Original Description

Lightning Talk: In-Cluster Distributed Checkpointing: Optimizing Training Goodput Through GPU Node Locality - Gerson Kroiz, Google & Saurabh Mishra, Meta As AI model training scales to thousands of GPUs, resiliency becomes essential. Failures—due to preemption, crashes, or infrastructure issues—can cause major training inefficiency and delay time-to-market. Checkpointing enables recovery, but traditional methods relying on remote storage often introduce latency and scalability challenges. This talk presents In-Cluster Checkpointing, a new feature built on PyTorch’s Distributed Checkpointing (DCP) APIs that leverages node-local storage for faster, more scalable checkpointing.

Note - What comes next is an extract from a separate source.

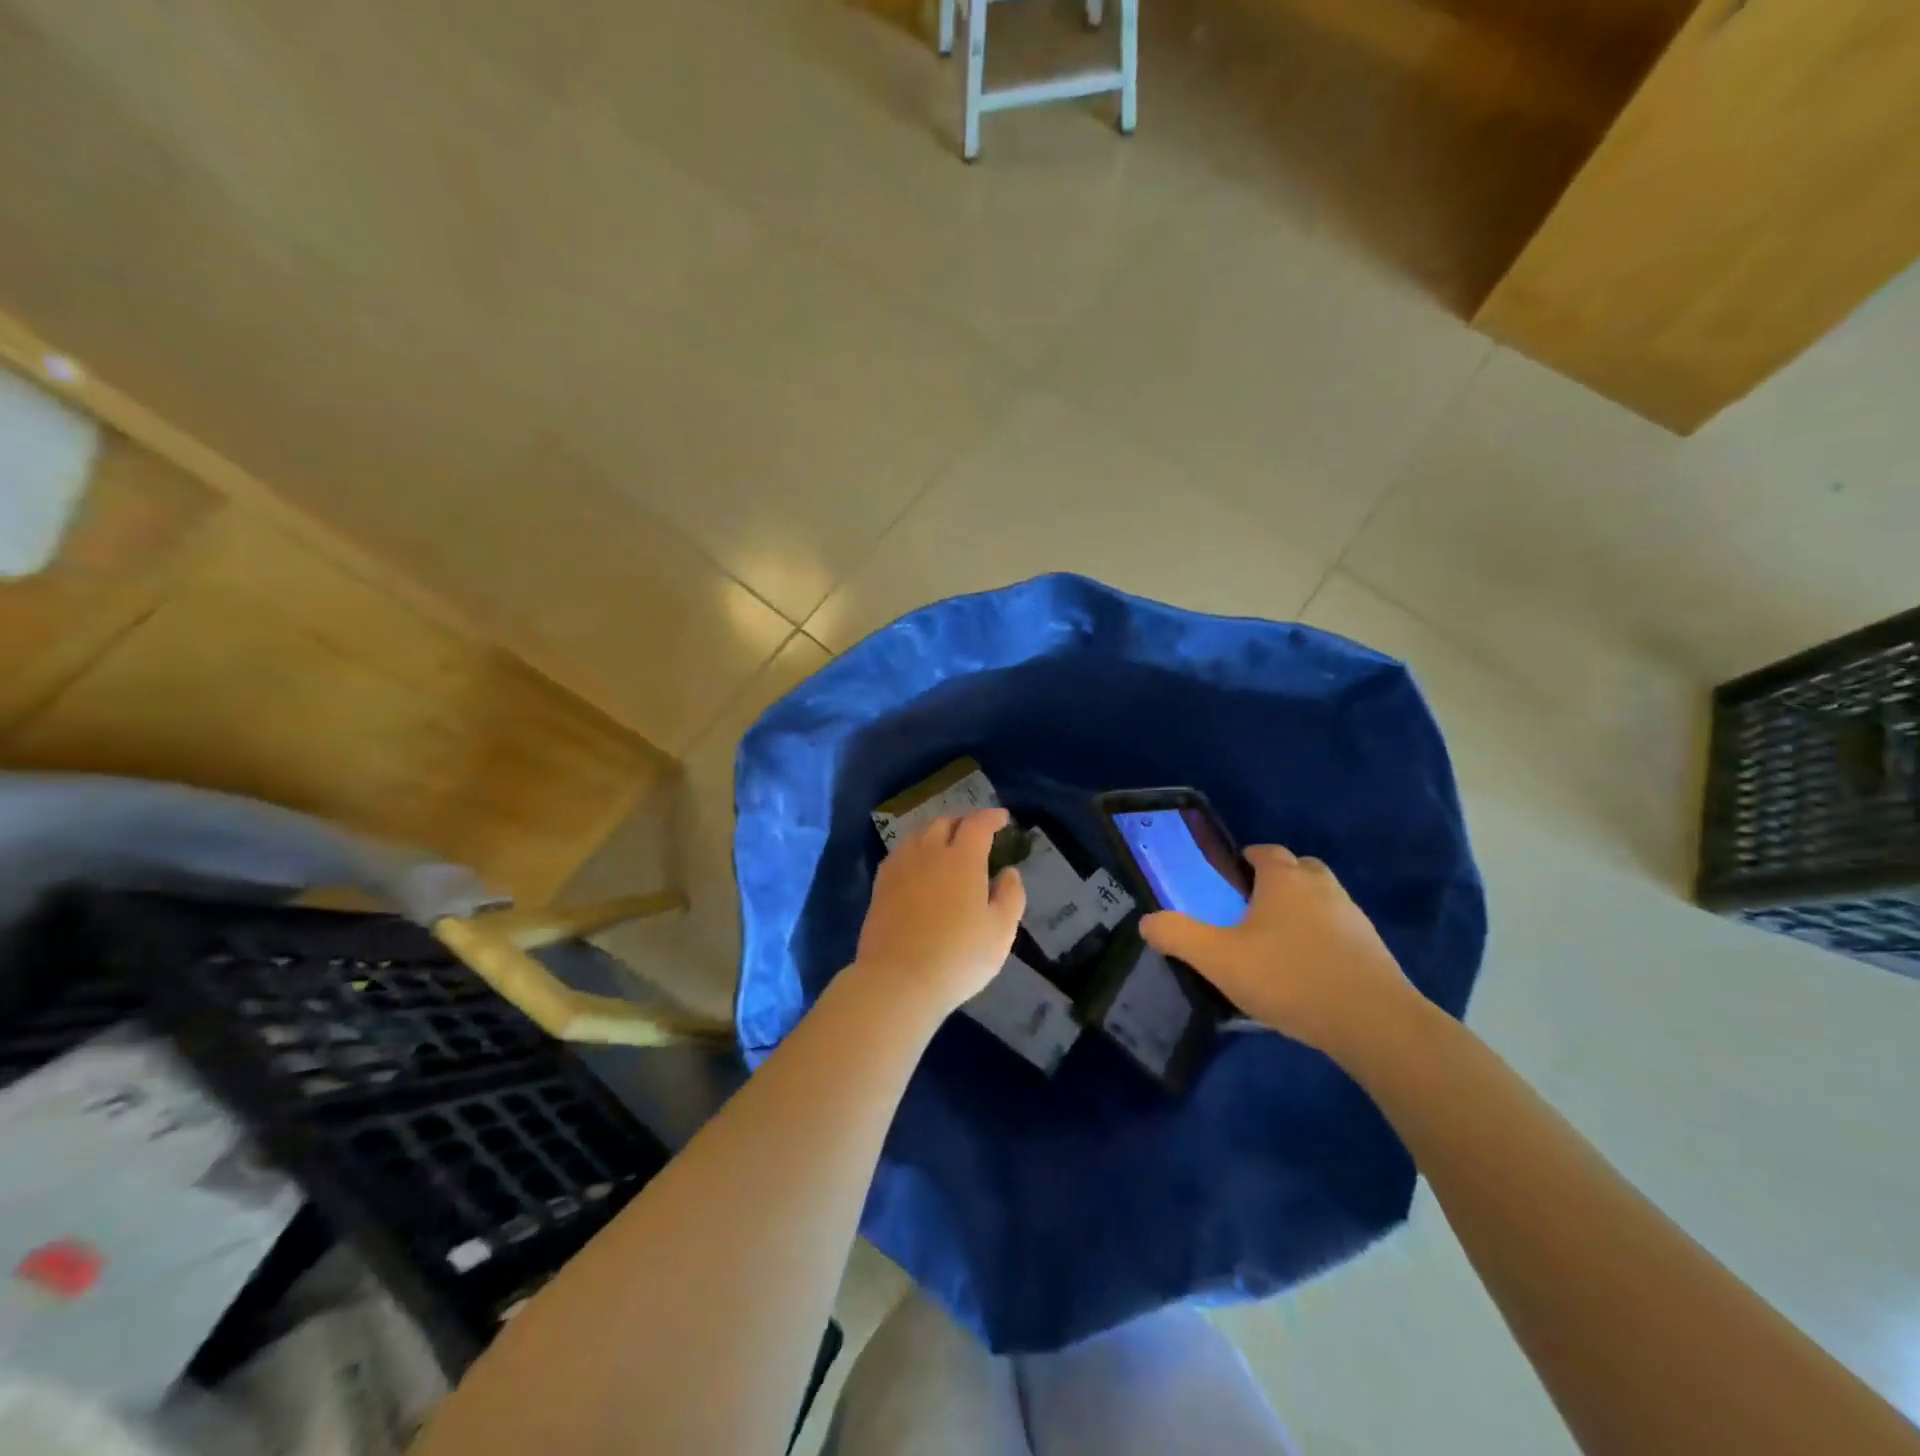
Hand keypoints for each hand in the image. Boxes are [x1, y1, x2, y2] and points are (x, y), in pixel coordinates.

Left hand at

Each GPU node saves and restores its local training state, enabling frequent, low-overhead checkpoints that reduce training progress lost and restart latency. To support node replacement (e.g., due to failure or preemption), local checkpoints are automatically replicated and transferred to new nodes during recovery. Co-developed by Google Cloud’s GPU Resiliency team and Meta’s Distributed Checkpointing team, this solution has improved training goodput by up to 5% in large-scale deployments—saving many thousands of GPU hours over multi-week run. Attendees will gain practical insights on integrating this technique to improve goodput in their own training jobs.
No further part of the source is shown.